I prefer Gremel's but Julian's is good, too. For beginners, Julian offers a beginner set of a little of all sizes at a reasonable cost.
Gremel: www.jimgremel.com
Adams: www.adamsbonsai.com
Thanks for that man, but I will stick to the cheapest wire I can get until I get pro like u guys.
 
I'm trying out some new copper wire that Jeremiah Lee pointed out on his recent blog post, will let you know if I like it or not.
 
I'm trying out some new copper wire that Jeremiah Lee pointed out on his recent blog post, will let you know if I like it or not.
i saw him using it last week. I was so busy, I forgot to ask him how he likes it. But I know he's used Gremmel's in the past, so if he likes this wire just as well, then it's good stuff.
 
Why all this blah-blah-blah?
It is not rocket science.
Build a good sized pile of pine needles;
throw your wire on top;
burn the pine needles;
pull wire out when the fire goes out
and
the wire has cooled to hand warm.
Has always seemed to work well enough for me.
Also lets me buy cheap from the recyclers.
 
I annealed steel in high school and remeber it well. I asume copper is similar. I was taught to heat it up, then let it cool as slowly as possible. We cut up a crankshaft, hard steel. We built a little box out of bricks, heated the metel then put it in the box. The next day it was easily cut. This is due the molecules moving more when hot, and letting it cool slowly "relaxes" the molecules. Metal is quenched to make get a temper, not loose it. If the molecules are moving quicky and cooled rapidly, they get kind stuck without the metal shrinking. Making the metal "mad", giving it a temper. So heat your wire, IDK how hot or to what color, then put it where it cools slowly to ambient temp. Maybe my explanation sucks but thats still the process. Try that if you can. But I think you will need to know a temp to heat it up to, then if you can insulate it somehow so it cools slowly it should work. Or with copper being already softer than steel, maybe just letting it cool of outside is ok. I know a tad more about metal than bonsai so I hope that experiance helps you. I may have to do it too for smaller wire. I can get aluminium wire for going from a post to the breaker box. It has three cables, two inside sheaths. One bare for grownd. Seven strands to a cable. I think its $1.00 for a foot, which is really 21' of wire. Pretty darn cheap. I buy 10' and can.wire a lot of stuff. But its pretty thick for small stuff and breaks if its kinked much. Anyway, I dont know the price where you all live, but that may be a cheaper solution for you. Just be carefull stripping it not to cut into the metal, it will break there very easily. Have fun and let us know how it goes.
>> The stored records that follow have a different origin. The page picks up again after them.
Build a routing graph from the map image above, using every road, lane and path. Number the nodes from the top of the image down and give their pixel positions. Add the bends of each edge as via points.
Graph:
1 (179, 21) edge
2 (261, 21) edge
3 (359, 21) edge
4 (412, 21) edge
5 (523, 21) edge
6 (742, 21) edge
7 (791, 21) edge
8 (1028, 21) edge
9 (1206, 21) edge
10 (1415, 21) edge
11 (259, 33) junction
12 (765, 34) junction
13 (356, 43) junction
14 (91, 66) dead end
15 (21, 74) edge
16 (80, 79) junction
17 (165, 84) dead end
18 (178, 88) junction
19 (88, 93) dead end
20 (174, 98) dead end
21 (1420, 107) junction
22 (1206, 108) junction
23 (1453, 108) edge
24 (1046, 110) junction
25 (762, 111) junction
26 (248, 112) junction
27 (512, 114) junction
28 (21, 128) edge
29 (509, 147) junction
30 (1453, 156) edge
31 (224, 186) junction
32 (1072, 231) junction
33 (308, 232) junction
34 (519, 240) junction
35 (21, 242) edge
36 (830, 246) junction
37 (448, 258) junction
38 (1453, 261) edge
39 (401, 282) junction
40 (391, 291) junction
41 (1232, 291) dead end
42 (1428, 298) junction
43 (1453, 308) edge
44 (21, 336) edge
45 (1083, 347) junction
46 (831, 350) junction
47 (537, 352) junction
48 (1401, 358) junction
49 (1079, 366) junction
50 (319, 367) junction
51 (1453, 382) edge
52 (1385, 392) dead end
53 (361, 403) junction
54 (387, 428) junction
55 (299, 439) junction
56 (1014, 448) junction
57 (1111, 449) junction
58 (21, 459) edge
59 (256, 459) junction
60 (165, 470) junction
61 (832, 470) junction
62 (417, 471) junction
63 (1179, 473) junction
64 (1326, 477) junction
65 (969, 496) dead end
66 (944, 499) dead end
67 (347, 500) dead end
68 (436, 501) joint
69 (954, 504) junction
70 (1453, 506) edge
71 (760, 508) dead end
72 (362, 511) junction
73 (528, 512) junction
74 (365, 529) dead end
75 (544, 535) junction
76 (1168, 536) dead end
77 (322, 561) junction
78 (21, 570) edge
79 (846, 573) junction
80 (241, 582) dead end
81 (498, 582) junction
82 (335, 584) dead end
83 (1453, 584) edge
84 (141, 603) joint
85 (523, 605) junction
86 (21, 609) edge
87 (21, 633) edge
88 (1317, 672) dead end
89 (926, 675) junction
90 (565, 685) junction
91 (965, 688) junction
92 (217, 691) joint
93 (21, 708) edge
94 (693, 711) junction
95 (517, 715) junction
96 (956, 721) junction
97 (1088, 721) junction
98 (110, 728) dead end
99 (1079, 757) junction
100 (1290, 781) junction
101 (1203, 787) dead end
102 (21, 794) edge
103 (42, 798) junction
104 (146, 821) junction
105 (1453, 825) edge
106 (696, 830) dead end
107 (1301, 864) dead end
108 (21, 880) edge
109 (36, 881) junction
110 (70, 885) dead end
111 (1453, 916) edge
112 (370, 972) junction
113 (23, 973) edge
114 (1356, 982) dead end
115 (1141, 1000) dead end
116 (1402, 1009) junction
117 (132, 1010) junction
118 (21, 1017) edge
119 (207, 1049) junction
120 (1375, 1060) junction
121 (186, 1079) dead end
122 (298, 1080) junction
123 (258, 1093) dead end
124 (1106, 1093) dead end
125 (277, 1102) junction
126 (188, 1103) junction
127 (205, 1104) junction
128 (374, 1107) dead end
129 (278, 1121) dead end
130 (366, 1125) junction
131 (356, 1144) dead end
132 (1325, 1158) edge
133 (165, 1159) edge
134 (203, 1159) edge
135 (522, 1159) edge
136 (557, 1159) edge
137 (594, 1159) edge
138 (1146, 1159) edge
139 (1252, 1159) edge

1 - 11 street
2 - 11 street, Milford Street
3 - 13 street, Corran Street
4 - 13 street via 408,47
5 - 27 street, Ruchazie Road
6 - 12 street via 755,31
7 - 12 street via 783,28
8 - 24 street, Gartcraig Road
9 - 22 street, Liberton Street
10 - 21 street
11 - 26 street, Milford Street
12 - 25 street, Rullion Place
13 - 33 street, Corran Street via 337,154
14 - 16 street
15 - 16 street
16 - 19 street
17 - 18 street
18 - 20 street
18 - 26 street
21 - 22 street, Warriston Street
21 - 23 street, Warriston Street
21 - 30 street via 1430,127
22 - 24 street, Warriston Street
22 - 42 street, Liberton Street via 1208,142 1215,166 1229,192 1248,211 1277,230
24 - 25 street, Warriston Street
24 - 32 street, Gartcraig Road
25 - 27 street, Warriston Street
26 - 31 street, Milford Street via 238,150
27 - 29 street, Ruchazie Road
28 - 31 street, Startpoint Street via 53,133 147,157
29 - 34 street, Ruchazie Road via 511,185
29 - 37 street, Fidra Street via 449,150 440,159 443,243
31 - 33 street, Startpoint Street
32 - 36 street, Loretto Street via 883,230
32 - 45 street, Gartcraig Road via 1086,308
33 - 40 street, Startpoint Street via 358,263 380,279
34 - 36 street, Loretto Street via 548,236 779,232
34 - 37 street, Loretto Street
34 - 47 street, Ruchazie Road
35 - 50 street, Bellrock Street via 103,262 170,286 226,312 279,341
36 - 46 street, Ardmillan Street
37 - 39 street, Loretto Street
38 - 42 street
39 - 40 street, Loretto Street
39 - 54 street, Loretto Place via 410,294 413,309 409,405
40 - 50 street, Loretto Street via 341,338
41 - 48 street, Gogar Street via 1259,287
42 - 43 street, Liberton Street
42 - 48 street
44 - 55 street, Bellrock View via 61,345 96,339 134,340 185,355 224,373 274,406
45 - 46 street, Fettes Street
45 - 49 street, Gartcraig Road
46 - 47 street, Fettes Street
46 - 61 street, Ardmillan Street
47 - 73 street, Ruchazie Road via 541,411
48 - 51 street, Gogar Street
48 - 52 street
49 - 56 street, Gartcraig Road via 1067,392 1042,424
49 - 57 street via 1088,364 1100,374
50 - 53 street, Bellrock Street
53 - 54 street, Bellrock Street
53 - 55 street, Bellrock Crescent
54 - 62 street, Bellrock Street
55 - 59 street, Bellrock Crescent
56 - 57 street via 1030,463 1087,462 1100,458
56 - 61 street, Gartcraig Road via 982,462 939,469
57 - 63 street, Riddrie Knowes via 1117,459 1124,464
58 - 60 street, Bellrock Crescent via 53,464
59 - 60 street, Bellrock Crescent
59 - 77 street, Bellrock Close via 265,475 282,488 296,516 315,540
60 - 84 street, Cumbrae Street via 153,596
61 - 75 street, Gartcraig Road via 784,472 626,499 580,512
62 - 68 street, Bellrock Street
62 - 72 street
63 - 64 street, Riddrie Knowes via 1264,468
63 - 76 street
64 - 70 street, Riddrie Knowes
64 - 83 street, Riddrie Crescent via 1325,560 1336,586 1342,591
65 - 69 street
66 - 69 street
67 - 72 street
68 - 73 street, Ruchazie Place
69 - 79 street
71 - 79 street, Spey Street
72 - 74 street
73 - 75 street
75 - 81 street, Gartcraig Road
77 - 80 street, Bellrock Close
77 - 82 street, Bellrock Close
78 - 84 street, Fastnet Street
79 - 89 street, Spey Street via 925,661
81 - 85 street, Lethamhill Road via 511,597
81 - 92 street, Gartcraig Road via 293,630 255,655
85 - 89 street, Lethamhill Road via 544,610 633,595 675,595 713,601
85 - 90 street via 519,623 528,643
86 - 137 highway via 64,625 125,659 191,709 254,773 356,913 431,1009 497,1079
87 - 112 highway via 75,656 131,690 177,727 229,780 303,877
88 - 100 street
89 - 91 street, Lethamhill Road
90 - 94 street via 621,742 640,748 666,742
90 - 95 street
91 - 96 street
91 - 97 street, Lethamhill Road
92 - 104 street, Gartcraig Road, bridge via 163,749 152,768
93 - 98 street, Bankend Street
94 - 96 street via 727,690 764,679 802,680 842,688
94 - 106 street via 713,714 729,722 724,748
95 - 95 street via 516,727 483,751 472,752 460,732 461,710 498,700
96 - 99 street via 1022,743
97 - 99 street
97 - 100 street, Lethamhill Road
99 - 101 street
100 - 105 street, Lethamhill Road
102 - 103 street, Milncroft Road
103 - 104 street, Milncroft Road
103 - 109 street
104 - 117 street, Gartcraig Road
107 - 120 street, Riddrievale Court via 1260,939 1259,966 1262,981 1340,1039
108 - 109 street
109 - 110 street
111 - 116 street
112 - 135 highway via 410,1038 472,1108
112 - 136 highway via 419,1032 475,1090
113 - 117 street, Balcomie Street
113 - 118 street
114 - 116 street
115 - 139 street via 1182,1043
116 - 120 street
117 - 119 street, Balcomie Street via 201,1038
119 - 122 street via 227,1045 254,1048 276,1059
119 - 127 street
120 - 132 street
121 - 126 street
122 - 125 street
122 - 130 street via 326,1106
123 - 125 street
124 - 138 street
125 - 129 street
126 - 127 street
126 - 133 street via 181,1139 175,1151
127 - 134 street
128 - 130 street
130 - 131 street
Copper does not temper at all due to the fact that carbon does not fit between the Cu molecules as it does in Fe, when quenching any ferrous metal with a carbon content the carbon gets stuck in between the contracting Fe molecules which makes the metal hard. so quenching Cu only re-structures the crystalline structure of the Cu molecules, making the copper wire more malleable. As copper is bent after being annealed it breaks up the crystalline structure and makes it less willing to bend; aka it work hardens, This work hardening is also the reason it holds its position so well; as Mr Adair described. the first tools and weapons where made of copper or bronze(copper alloy consisting mostly of copper and tin) and both types had to be beaten to break up the soft malleable structure to work harden them(make them useful).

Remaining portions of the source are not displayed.